What she had come for was still the dance that Will had promised her, apparently; though it fell to Rose to give me an account of how matters stood on that particular front at present. They had evidently been talking it over before I arrived, and had reached their own conclusions as to what would be the best way forward now. Rose had a bright little spot of colour in either cheek, and a peculiarly steely glitter in her eyes. David Porteous, sitting immediately behind her, had for once nothing whatever to say; though had folded his hands in the customary manner, and wore his most contemplative smile. Angelica had wriggled a little closer to Will if that were possible; she was pretty, I thought – oh, startlingly so: she had the bluest eyes, the purest, loveliest complexion.
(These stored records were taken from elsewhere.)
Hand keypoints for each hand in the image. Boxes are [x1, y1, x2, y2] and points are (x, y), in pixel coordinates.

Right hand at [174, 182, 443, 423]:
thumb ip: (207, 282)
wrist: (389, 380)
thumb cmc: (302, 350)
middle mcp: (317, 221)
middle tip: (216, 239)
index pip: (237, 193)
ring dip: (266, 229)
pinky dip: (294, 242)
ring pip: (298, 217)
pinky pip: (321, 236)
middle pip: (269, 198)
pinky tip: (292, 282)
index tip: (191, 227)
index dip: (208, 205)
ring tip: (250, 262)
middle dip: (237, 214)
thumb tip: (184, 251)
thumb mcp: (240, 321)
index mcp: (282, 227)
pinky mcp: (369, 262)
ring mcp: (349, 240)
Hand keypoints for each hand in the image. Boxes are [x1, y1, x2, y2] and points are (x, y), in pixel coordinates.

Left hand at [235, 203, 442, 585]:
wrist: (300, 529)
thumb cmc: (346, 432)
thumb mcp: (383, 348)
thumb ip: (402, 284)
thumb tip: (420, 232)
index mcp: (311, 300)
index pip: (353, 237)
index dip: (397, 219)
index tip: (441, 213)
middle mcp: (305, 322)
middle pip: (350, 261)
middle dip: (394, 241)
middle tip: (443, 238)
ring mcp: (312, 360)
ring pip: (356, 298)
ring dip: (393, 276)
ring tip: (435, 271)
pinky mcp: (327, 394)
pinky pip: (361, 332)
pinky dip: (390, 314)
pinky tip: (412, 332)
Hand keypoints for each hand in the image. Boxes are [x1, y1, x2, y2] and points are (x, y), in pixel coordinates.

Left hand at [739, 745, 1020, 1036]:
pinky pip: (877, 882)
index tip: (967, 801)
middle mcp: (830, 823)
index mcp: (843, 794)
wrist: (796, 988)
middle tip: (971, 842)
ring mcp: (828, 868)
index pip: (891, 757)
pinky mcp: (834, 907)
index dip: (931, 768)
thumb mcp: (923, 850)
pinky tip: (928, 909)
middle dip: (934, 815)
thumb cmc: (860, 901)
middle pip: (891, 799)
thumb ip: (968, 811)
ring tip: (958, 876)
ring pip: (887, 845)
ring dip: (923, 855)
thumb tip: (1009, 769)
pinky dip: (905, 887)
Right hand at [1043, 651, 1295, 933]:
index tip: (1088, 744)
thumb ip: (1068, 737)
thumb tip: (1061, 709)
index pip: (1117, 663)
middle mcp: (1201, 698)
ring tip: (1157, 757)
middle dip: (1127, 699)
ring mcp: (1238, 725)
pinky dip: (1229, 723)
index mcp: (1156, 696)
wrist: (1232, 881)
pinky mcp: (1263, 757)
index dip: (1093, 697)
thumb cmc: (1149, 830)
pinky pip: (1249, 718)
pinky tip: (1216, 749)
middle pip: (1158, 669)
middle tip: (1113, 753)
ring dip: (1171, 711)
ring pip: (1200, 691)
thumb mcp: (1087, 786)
But it seemed to me she was the clinging, simpering sort; she would cloy in time, I thought – and I wondered if Rose had perhaps decided against taking her in hand, for the purpose of exacting revenge? Of them all, only Will Macauley – kind, well-meaning, but ultimately rather blundering Will - had the grace to look just a little discomfited by it all. His smile held a kind of mute apology, and seemed to tell me he would put matters right at once, if only he knew how.

Rose spoke at last, and her tone was brisk. “Avril and Angelica have decided to come to me for a day or two” she informed me. “They are packed and ready, and will make the move directly after tea. We thought it better that way. Not everyone here is in favour of the dance, you see – but Will has given his promise on it, and so of course it must take place. We propose to hire the village hall if necessary, and hold it there – so that people may attend or not, just as they see fit.”
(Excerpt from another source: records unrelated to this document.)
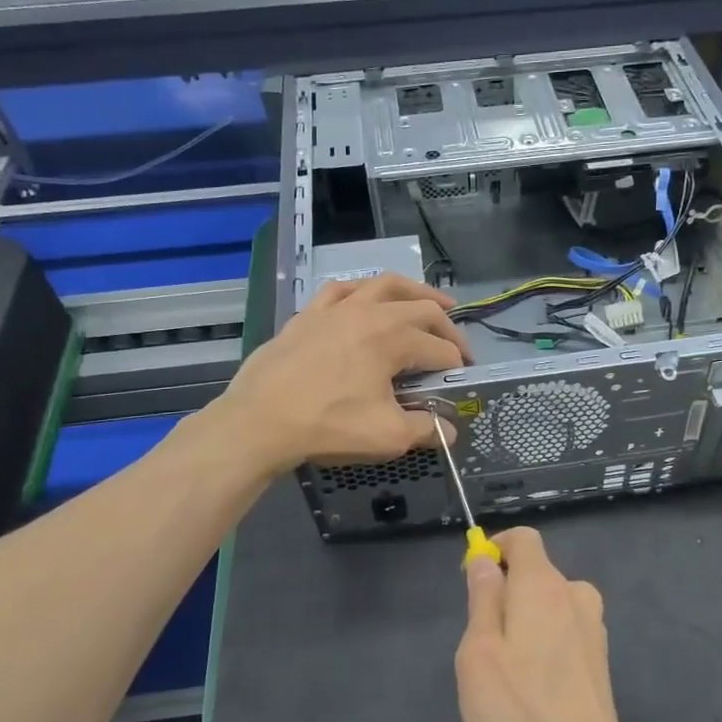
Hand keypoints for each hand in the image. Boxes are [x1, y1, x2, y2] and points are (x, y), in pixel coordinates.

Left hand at [218, 273, 471, 473]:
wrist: (259, 421)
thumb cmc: (328, 425)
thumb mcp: (387, 436)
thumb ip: (425, 429)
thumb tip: (449, 431)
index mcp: (394, 338)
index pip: (440, 349)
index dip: (457, 366)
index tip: (462, 380)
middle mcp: (371, 312)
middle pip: (423, 309)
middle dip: (448, 327)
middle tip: (457, 347)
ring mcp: (337, 308)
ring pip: (385, 285)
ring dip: (414, 291)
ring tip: (429, 301)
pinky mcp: (309, 314)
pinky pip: (341, 290)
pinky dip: (362, 291)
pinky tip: (366, 298)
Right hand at [455, 528, 644, 721]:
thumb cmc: (518, 715)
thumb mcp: (479, 653)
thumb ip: (482, 598)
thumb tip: (484, 559)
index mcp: (544, 585)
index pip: (523, 538)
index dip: (495, 549)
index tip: (472, 583)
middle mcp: (575, 595)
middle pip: (534, 572)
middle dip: (504, 594)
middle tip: (481, 648)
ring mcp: (593, 629)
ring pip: (547, 605)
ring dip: (523, 623)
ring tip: (506, 677)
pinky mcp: (600, 660)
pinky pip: (563, 632)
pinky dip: (543, 645)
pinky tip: (534, 693)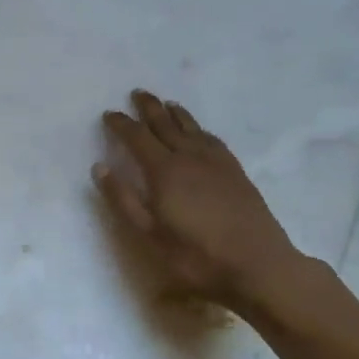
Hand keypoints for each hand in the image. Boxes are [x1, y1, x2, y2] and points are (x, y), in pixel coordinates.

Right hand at [94, 90, 313, 313]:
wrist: (258, 265)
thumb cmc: (196, 256)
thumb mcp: (149, 235)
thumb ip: (123, 199)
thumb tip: (100, 167)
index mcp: (164, 171)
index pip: (138, 138)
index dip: (122, 124)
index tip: (109, 114)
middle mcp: (189, 157)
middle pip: (166, 124)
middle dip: (149, 108)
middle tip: (137, 93)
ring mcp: (217, 162)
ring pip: (192, 128)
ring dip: (176, 114)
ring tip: (167, 104)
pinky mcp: (236, 172)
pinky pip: (213, 140)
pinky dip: (200, 129)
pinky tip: (200, 132)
As declarations of open warfare went, I thought it breath-taking. I was uncertain of how to respond to it however, and must have stood gaping a little - but was spared the necessity of an immediate reply by the arrival at that moment of Bill, and Belle, and Lady Macauley, who came in splendid procession, with the Meades, and tea-trays following.

“And what is it, pray, that people may attend or not as they see fit....?” Lady Macauley had caught the last part of Rose’s remarks, and her answering challenge came clear as a bell for all the room to hear. There was a sudden hush, even the notes of Imogen Porteous’s piano abruptly fading away. I’m not sure that I had ever felt as fond, or as proud of Lady Macauley as I did at that moment. She was the oldest person there, and must have seen herself as suddenly beleaguered in her own house. It can only have come as an unpleasant shock to her to know that David Porteous, and even Rose, had apparently decamped to the other side; but if she felt it she gave no sign, and stood proud, and indomitable as any queen.
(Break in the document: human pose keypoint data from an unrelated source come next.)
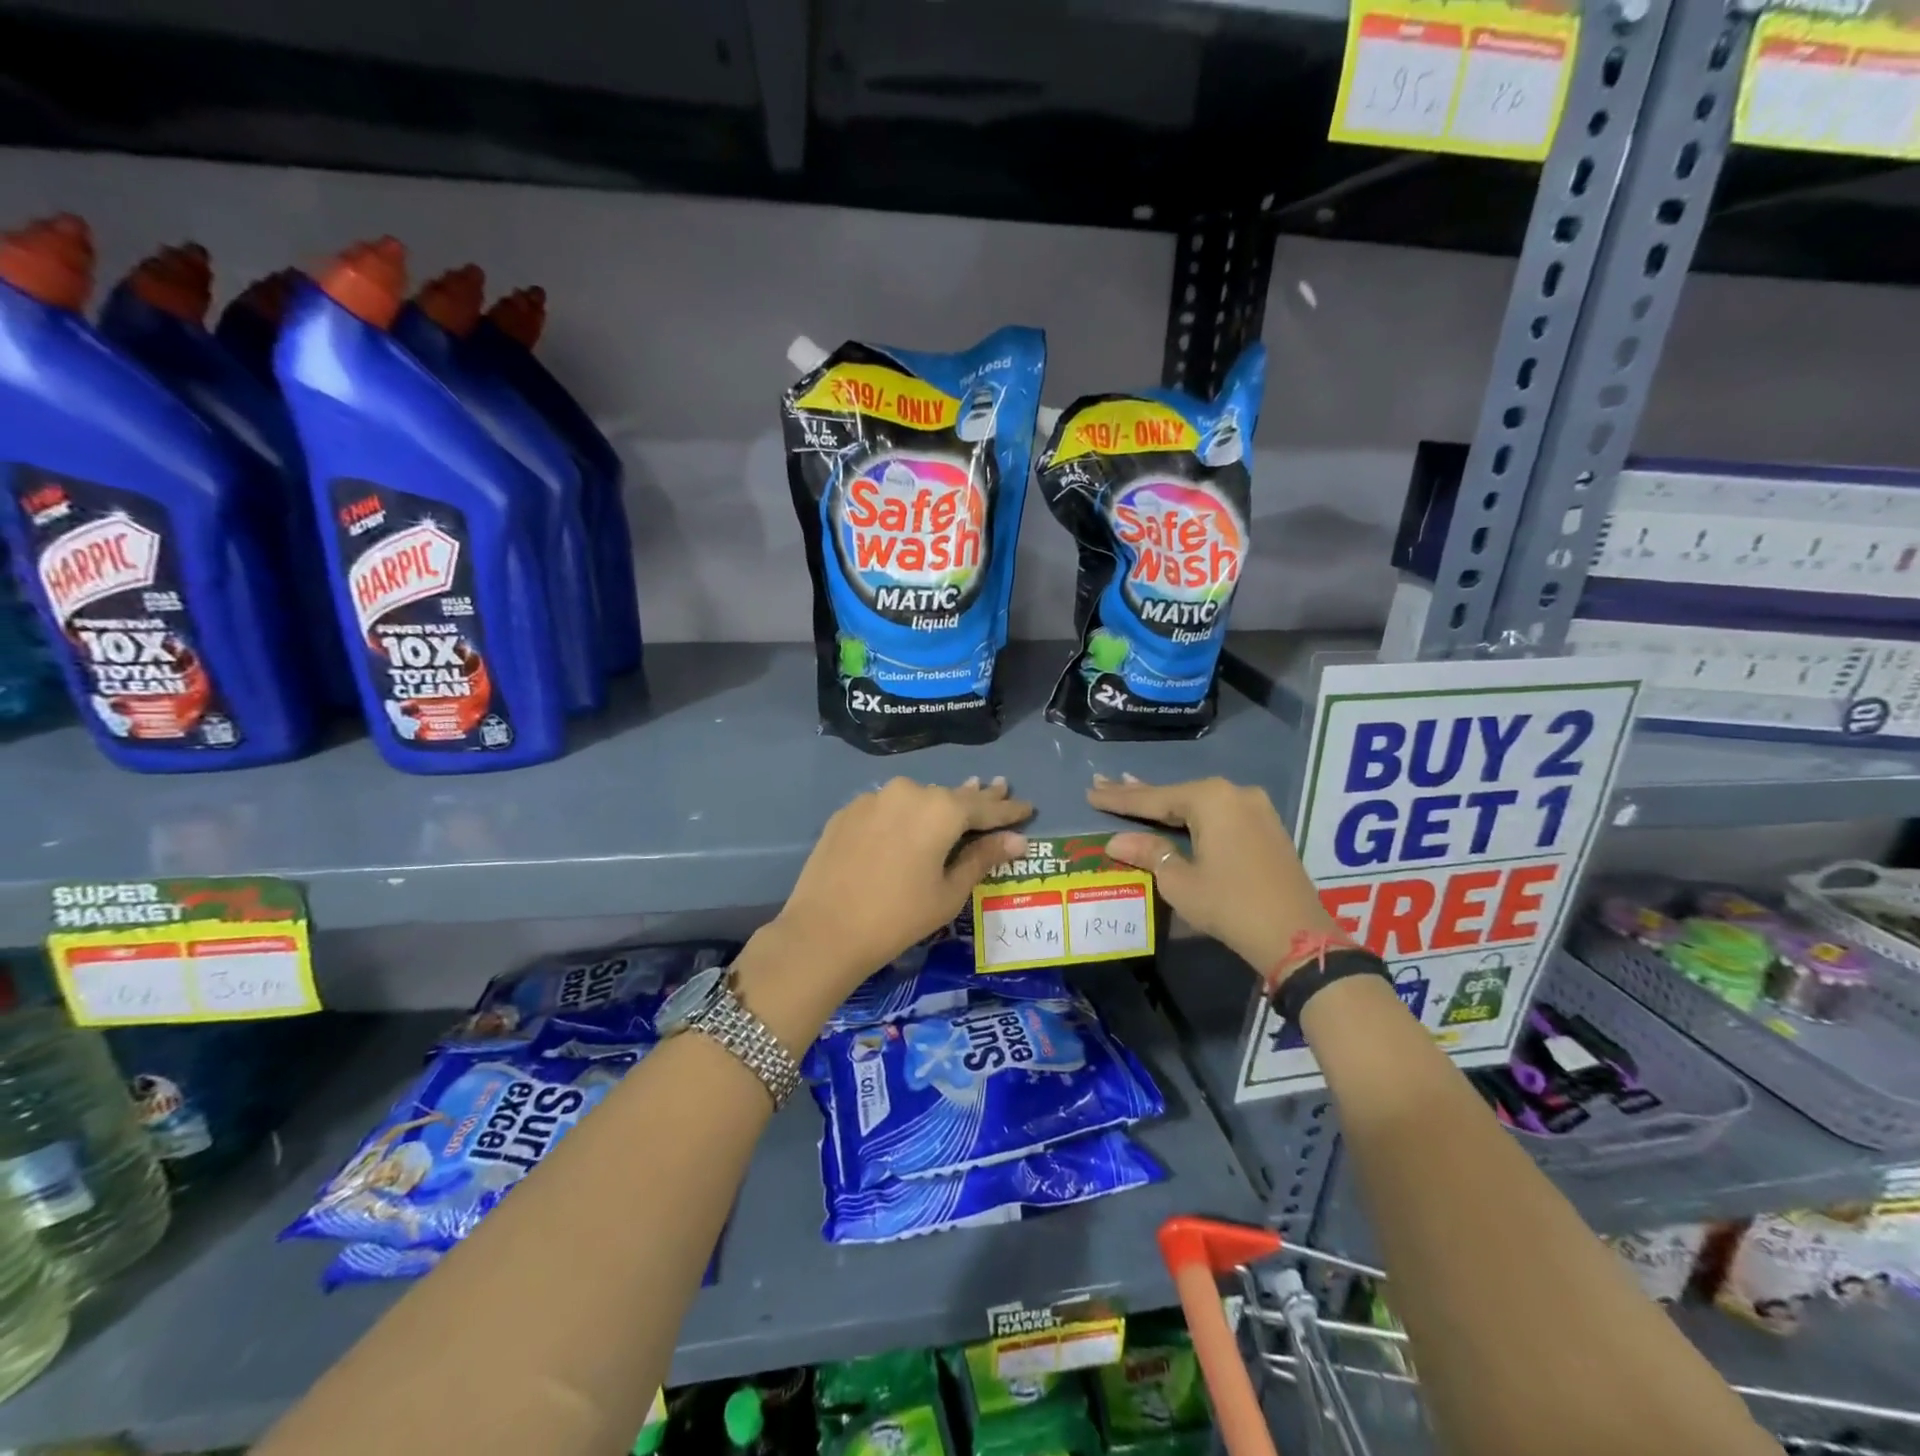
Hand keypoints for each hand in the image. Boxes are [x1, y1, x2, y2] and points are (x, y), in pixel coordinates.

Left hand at [771, 776, 1032, 997]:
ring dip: (938, 805)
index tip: (1028, 807)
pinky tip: (909, 825)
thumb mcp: (948, 892)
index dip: (1008, 809)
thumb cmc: (898, 917)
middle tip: (999, 787)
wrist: (823, 931)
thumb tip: (1016, 840)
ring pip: (916, 799)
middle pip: (950, 796)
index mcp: (940, 809)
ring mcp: (873, 798)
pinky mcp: (847, 811)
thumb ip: (982, 858)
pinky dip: (903, 815)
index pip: (984, 807)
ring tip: (958, 803)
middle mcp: (908, 791)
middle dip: (976, 798)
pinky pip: (887, 808)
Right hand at [1089, 774, 1341, 981]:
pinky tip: (1176, 811)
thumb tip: (1116, 841)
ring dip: (1166, 803)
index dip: (1119, 799)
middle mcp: (1234, 793)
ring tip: (1131, 790)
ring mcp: (1255, 808)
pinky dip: (1193, 814)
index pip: (1153, 798)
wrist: (1296, 935)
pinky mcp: (1267, 827)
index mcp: (1211, 799)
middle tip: (1104, 782)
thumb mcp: (1180, 882)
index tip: (1091, 790)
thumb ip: (1148, 853)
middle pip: (1176, 794)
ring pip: (1199, 803)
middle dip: (1139, 793)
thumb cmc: (1230, 904)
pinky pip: (1219, 813)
The hush in the room was of but a moment’s duration, before people resumed their positions and began discreetly murmuring to one another again. David Porteous stepped gallantly forward to relieve the Meades of one or another of their trays; Mrs Wilmot knitted fiercely on, while Rose, who had winced a little at the direct assault, seemed girding herself for a bold response. Belle was mortified - and Alice Macauley, at a distance, had thrown looks of deep annoyance, first at her husband, then her son. Angelica wound an arm through Will’s, and did her best to hold him captive with her lovely eyes....

And Bill - I can’t be absolutely sure of this, but it seemed to me he looked my way, and broadly winked.